- _WORK INSTRUCTION_
Below are some records; each one is to be set down again exactly.

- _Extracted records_
◆ ◆ ◆ ◆ ◆ ◆ ◆
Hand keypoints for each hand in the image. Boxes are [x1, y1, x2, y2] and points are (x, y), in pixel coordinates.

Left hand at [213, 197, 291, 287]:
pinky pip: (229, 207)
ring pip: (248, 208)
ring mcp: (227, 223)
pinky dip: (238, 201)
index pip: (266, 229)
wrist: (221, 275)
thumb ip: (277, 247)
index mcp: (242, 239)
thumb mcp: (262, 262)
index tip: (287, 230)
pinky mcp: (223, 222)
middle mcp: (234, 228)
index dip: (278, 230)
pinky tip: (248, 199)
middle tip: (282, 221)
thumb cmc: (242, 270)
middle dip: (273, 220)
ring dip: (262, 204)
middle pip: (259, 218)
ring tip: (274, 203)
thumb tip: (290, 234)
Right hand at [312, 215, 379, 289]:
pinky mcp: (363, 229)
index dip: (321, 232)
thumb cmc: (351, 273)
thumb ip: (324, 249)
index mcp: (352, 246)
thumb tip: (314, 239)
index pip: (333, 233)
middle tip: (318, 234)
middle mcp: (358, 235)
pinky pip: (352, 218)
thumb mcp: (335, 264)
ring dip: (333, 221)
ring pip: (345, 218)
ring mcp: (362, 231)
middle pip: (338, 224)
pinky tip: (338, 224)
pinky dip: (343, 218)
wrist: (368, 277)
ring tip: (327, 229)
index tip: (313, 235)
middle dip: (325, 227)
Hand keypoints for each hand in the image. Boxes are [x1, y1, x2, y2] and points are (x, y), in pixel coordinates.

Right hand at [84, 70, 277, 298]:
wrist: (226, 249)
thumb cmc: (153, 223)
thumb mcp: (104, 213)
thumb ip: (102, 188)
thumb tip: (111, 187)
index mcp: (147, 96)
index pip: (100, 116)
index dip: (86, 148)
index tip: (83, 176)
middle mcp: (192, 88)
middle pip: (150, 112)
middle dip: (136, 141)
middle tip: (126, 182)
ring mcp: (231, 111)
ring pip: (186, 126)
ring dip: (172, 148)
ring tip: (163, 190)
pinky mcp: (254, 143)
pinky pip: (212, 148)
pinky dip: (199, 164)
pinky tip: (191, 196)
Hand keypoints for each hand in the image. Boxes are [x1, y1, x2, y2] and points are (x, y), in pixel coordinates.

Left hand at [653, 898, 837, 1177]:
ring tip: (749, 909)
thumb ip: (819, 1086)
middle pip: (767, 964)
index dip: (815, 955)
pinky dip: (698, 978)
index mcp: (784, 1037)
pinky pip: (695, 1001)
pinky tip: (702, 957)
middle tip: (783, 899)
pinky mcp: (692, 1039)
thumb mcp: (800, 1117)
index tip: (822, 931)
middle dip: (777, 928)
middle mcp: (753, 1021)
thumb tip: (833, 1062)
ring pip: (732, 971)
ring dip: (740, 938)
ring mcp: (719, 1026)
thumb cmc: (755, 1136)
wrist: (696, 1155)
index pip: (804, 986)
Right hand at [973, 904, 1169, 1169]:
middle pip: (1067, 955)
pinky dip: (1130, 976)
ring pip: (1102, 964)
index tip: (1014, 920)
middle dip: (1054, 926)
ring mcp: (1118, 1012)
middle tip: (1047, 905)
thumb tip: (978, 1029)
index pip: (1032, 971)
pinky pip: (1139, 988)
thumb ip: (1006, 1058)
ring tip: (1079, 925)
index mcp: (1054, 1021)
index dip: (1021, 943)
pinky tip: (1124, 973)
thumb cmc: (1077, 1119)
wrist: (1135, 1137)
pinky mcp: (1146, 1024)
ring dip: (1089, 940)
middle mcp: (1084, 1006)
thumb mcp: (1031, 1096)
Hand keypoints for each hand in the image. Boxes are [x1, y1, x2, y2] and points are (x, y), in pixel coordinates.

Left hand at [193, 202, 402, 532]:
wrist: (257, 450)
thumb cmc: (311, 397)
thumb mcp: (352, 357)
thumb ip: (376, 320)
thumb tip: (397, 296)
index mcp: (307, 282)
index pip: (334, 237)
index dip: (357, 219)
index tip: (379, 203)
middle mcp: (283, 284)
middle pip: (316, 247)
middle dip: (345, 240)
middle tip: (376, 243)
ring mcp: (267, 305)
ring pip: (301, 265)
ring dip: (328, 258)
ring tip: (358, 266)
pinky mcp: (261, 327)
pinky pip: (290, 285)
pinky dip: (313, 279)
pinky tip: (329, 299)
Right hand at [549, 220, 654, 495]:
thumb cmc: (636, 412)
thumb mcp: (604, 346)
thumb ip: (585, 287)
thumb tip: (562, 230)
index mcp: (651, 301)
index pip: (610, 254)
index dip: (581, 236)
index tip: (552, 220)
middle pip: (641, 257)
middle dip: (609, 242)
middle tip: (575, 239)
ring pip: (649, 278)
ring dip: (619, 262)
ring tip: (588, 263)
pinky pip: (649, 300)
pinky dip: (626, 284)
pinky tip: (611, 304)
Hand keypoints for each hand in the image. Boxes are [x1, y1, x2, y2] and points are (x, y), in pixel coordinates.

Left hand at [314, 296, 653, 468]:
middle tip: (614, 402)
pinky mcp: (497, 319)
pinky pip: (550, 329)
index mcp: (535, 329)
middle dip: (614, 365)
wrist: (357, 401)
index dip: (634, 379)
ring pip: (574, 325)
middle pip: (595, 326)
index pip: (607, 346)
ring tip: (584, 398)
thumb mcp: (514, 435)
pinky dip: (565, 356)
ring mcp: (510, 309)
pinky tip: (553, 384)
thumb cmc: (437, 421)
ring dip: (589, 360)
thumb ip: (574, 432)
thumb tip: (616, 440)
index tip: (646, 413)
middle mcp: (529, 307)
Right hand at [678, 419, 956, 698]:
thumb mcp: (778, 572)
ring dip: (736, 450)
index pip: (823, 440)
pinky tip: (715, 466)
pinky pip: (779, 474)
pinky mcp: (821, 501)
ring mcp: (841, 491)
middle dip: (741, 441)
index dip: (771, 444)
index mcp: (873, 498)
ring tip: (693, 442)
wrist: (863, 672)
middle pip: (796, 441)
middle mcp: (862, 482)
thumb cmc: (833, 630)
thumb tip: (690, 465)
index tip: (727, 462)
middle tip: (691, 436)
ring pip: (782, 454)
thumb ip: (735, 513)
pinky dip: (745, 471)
◆ ◆ ◆ ◆ ◆ ◆ ◆
- _YOUR SOLUTION_
Hand keypoints for each hand in the image. Boxes are [x1, y1, x2, y2] and points are (x, y), in pixel coordinates.

Left hand at [213, 197, 291, 287]:
pinky pip: (229, 207)
ring pip: (248, 208)
ring mcp: (227, 223)
pinky dip: (238, 201)
index pip: (266, 229)
wrist: (221, 275)
thumb ip: (277, 247)
index mcp: (242, 239)
thumb mcp: (262, 262)
index tip: (287, 230)
pinky mcp: (223, 222)
middle mcp: (234, 228)
index dip: (278, 230)
pinky tip: (248, 199)
middle tip: (282, 221)
thumb cmc: (242, 270)
middle dip: (273, 220)
ring dip: (262, 204)
middle pip: (259, 218)
ring tip: (274, 203)
thumb tip: (290, 234)
Right hand at [312, 215, 379, 289]:
pinky mcp: (363, 229)
index dip: (321, 232)
thumb cmc: (351, 273)
thumb ip: (324, 249)
index mcp: (352, 246)
thumb tip: (314, 239)
index pip: (333, 233)
middle tip: (318, 234)
middle mcp: (358, 235)
pinky pip: (352, 218)
thumb mcp: (335, 264)
ring dip: (333, 221)
ring pip: (345, 218)
ring mcp: (362, 231)
middle pip: (338, 224)
pinky tip: (338, 224)
pinky dip: (343, 218)
wrist: (368, 277)
ring tip: (327, 229)
index tip: (313, 235)
middle dip: (325, 227)
Hand keypoints for each hand in the image. Boxes are [x1, y1, x2, y2] and points are (x, y), in pixel coordinates.

Right hand at [84, 70, 277, 298]:
wrist: (226, 249)
thumb cmc: (153, 223)
thumb mcp: (104, 213)
thumb ip: (102, 188)
thumb tip: (111, 187)
index mcp: (147, 96)
index pip: (100, 116)
index dip: (86, 148)
index tip: (83, 176)
middle mcp: (192, 88)
middle pip: (150, 112)
middle dip: (136, 141)
middle tip: (126, 182)
ring mcp: (231, 111)
ring pip: (186, 126)
ring dip: (172, 148)
ring tip: (163, 190)
pinky mcp: (254, 143)
pinky pip: (212, 148)
pinky dip: (199, 164)
pinky tip: (191, 196)
Hand keypoints for each hand in the image. Boxes are [x1, y1, x2, y2] and points are (x, y), in pixel coordinates.

Left hand at [653, 898, 837, 1177]:
ring tip: (749, 909)
thumb ip: (819, 1086)
middle pip: (767, 964)
index dip: (815, 955)
pinky dip: (698, 978)
index mcp: (784, 1037)
pinky pip: (695, 1001)
pinky tip: (702, 957)
middle tip: (783, 899)
pinky mcp: (692, 1039)
thumb mcp: (800, 1117)
index tip: (822, 931)
middle dip: (777, 928)
middle mcp: (753, 1021)
thumb tip: (833, 1062)
ring pip: (732, 971)
ring dip: (740, 938)
ring mcp: (719, 1026)
thumb cmc: (755, 1136)
wrist: (696, 1155)
index pip: (804, 986)
Right hand at [973, 904, 1169, 1169]:
middle pip: (1067, 955)
pinky dip: (1130, 976)
ring pip: (1102, 964)
index tip: (1014, 920)
middle dip: (1054, 926)
ring mcp: (1118, 1012)
middle tip: (1047, 905)
thumb tip: (978, 1029)
index pip: (1032, 971)
pinky pip: (1139, 988)
thumb ip: (1006, 1058)
ring tip: (1079, 925)
index mcp: (1054, 1021)
index dip: (1021, 943)
pinky tip: (1124, 973)
thumb cmc: (1077, 1119)
wrist: (1135, 1137)
pinky mcp: (1146, 1024)
ring dip: (1089, 940)
middle mcp: (1084, 1006)
thumb mcp: (1031, 1096)
Hand keypoints for each hand in the image. Boxes are [x1, y1, x2, y2] and points are (x, y), in pixel coordinates.

Left hand at [193, 202, 402, 532]:
wrist: (257, 450)
thumb cmc: (311, 397)
thumb mcp: (352, 357)
thumb ip: (376, 320)
thumb tip: (397, 296)
index mcp: (307, 282)
index pip: (334, 237)
index dip: (357, 219)
index tip: (379, 203)
middle mcp: (283, 284)
middle pip: (316, 247)
middle dip: (345, 240)
middle tip: (376, 243)
ring mcp: (267, 305)
ring pip: (301, 265)
ring dip: (328, 258)
ring tip: (358, 266)
pinky mcp: (261, 327)
pinky pip: (290, 285)
pinky dip: (313, 279)
pinky tip: (329, 299)
Right hand at [549, 220, 654, 495]:
thumb cmc: (636, 412)
thumb mcp: (604, 346)
thumb ip: (585, 287)
thumb tip: (562, 230)
index mcp: (651, 301)
index pip: (610, 254)
index dip: (581, 236)
index tip: (552, 220)
middle pip: (641, 257)
middle dip: (609, 242)
middle tip: (575, 239)
ring pip: (649, 278)
ring dip: (619, 262)
ring tip: (588, 263)
pinky pip: (649, 300)
pinky dip: (626, 284)
pinky tip: (611, 304)
Hand keypoints for each hand in the image. Boxes are [x1, y1, x2, y2] and points are (x, y), in pixel coordinates.

Left hand at [314, 296, 653, 468]:
middle tip: (614, 402)
pinky mcp: (497, 319)
pinky pip: (550, 329)
index mcp: (535, 329)
middle dip: (614, 365)
wrist: (357, 401)
index dip: (634, 379)
ring pip: (574, 325)
middle pip: (595, 326)
index pip: (607, 346)
ring tip: (584, 398)
thumb mcp: (514, 435)
pinky dip: (565, 356)
ring mcp: (510, 309)
pinky tip: (553, 384)
thumb cmc: (437, 421)
ring dip: (589, 360)
thumb ip: (574, 432)
thumb tip: (616, 440)
index tip: (646, 413)
middle mcp: (529, 307)
Right hand at [678, 419, 956, 698]:
thumb mcp: (778, 572)
ring dip: (736, 450)
index pip: (823, 440)
pinky tip: (715, 466)
pinky pip: (779, 474)
pinky mcp: (821, 501)
ring mcp: (841, 491)
middle dip: (741, 441)
index dip: (771, 444)
index mcp: (873, 498)
ring tip: (693, 442)
wrist: (863, 672)
middle pip: (796, 441)
middle mcp: (862, 482)
thumb cmc: (833, 630)
thumb tip: (690, 465)
index tip: (727, 462)
middle tip: (691, 436)
ring pip: (782, 454)
thumb ip: (735, 513)
pinky dip: (745, 471)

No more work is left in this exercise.